• Aim of the exercise: Copy all records exactly; omit pictures.

===== Dataset excerpts

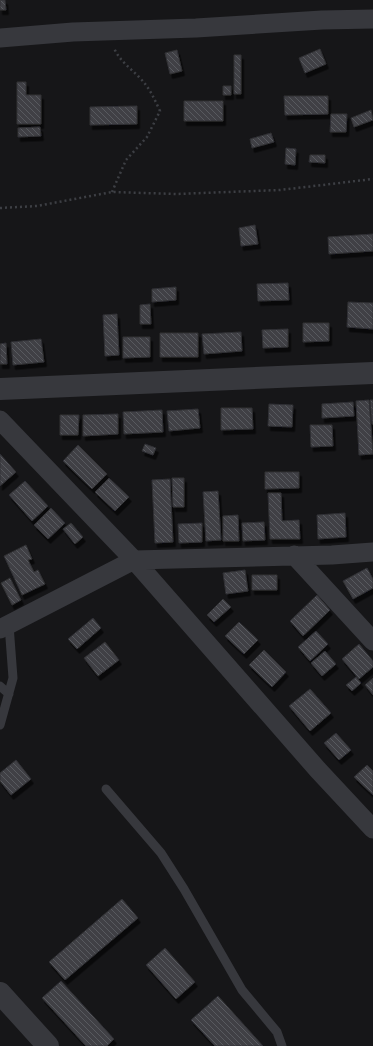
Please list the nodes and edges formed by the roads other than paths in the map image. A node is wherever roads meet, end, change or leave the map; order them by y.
1 (373, 19) edge
2 (0, 38) edge
3 (373, 373) edge
4 (0, 389) edge
5 (0, 420) edge
6 (373, 552) edge
7 (294, 555) junction
8 (134, 560) junction
9 (5, 627) edge
10 (373, 641) edge
11 (0, 686) edge
12 (9, 694) junction
13 (0, 724) edge
14 (106, 789) dead end
15 (373, 829) edge
16 (0, 993) edge
17 (48, 1046) edge
18 (282, 1046) edge

1 - 2 street
3 - 4 street
5 - 8 street
6 - 7 street
7 - 8 street
7 - 10 street
8 - 9 street
8 - 15 street
9 - 12 lane
11 - 12 lane
12 - 13 lane
14 - 18 lane
16 - 17 street

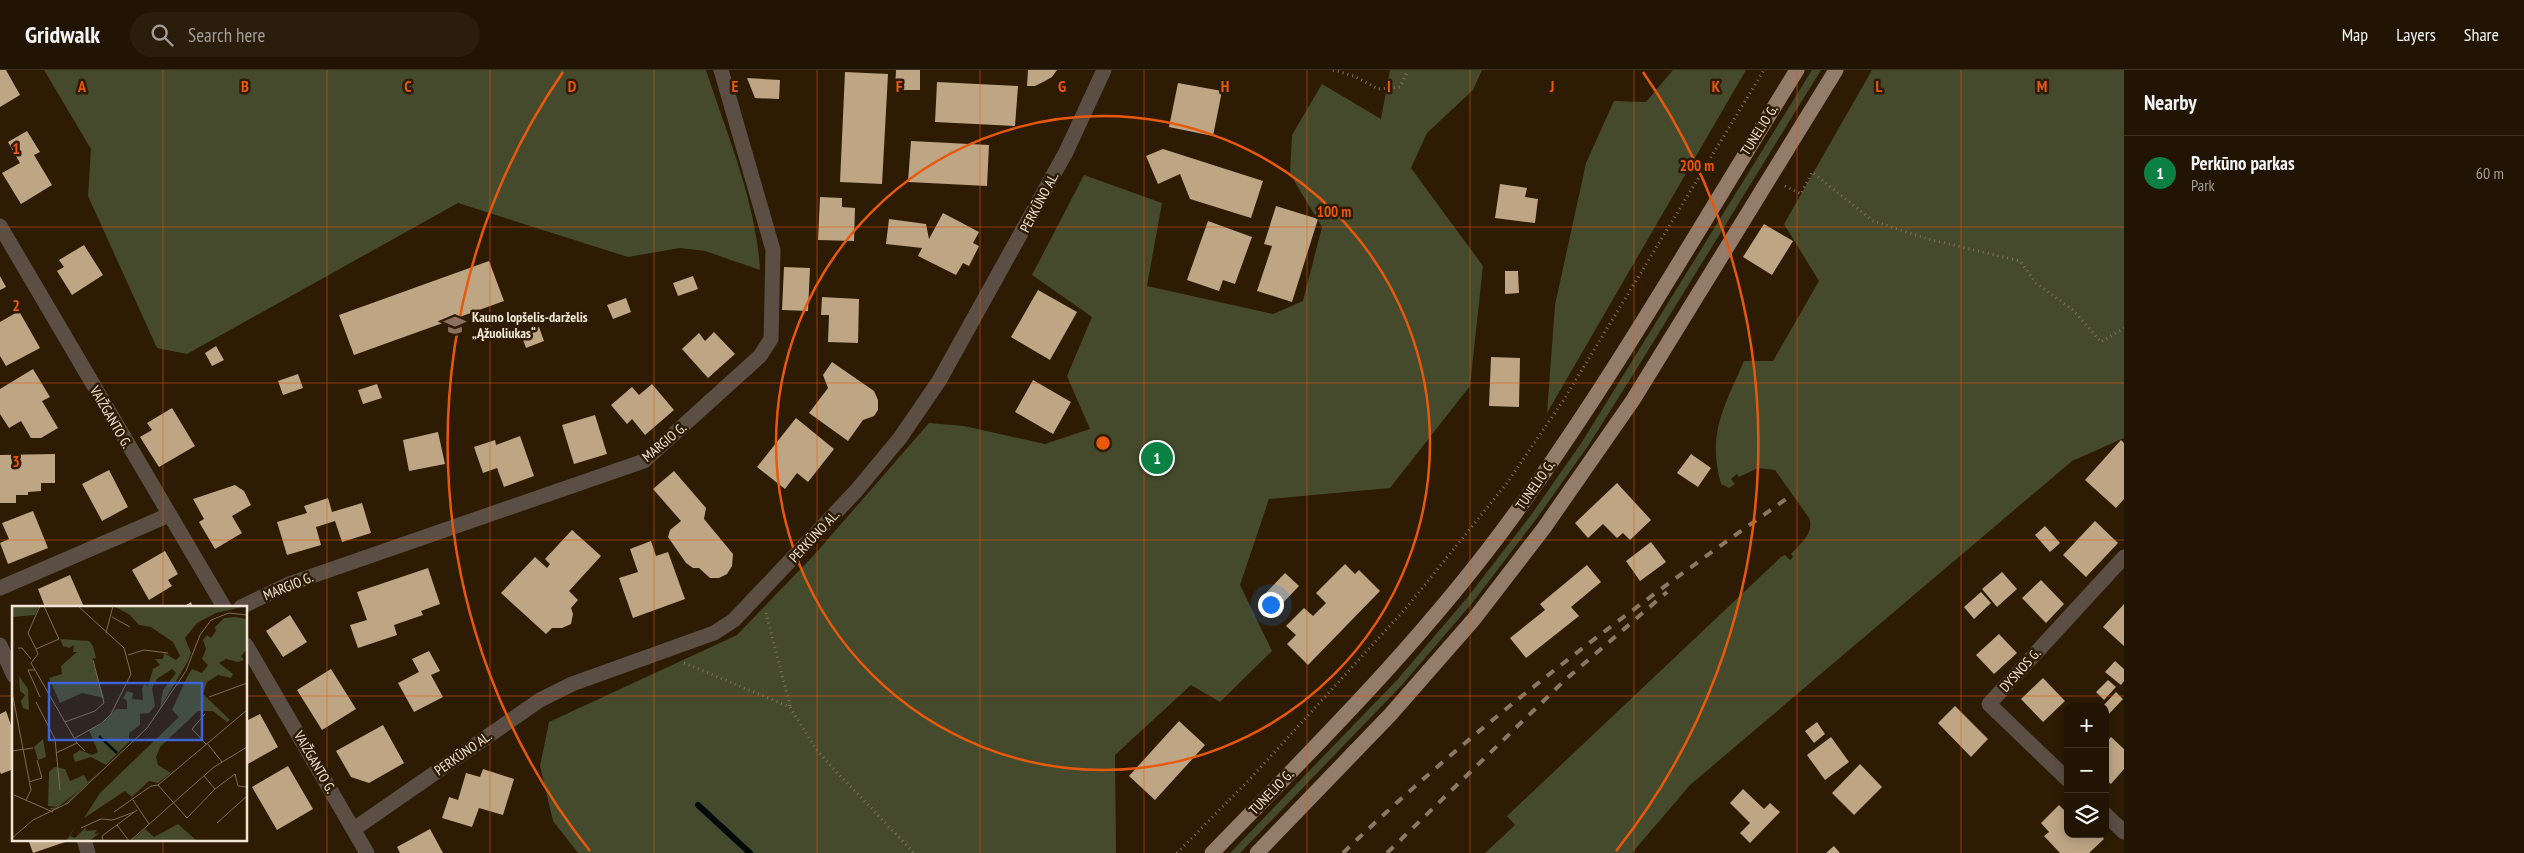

==========

• Answer to this task:
Please list the nodes and edges formed by the roads other than paths in the map image. A node is wherever roads meet, end, change or leave the map; order them by y.
1 (373, 19) edge
2 (0, 38) edge
3 (373, 373) edge
4 (0, 389) edge
5 (0, 420) edge
6 (373, 552) edge
7 (294, 555) junction
8 (134, 560) junction
9 (5, 627) edge
10 (373, 641) edge
11 (0, 686) edge
12 (9, 694) junction
13 (0, 724) edge
14 (106, 789) dead end
15 (373, 829) edge
16 (0, 993) edge
17 (48, 1046) edge
18 (282, 1046) edge

1 - 2 street
3 - 4 street
5 - 8 street
6 - 7 street
7 - 8 street
7 - 10 street
8 - 9 street
8 - 15 street
9 - 12 lane
11 - 12 lane
12 - 13 lane
14 - 18 lane
16 - 17 street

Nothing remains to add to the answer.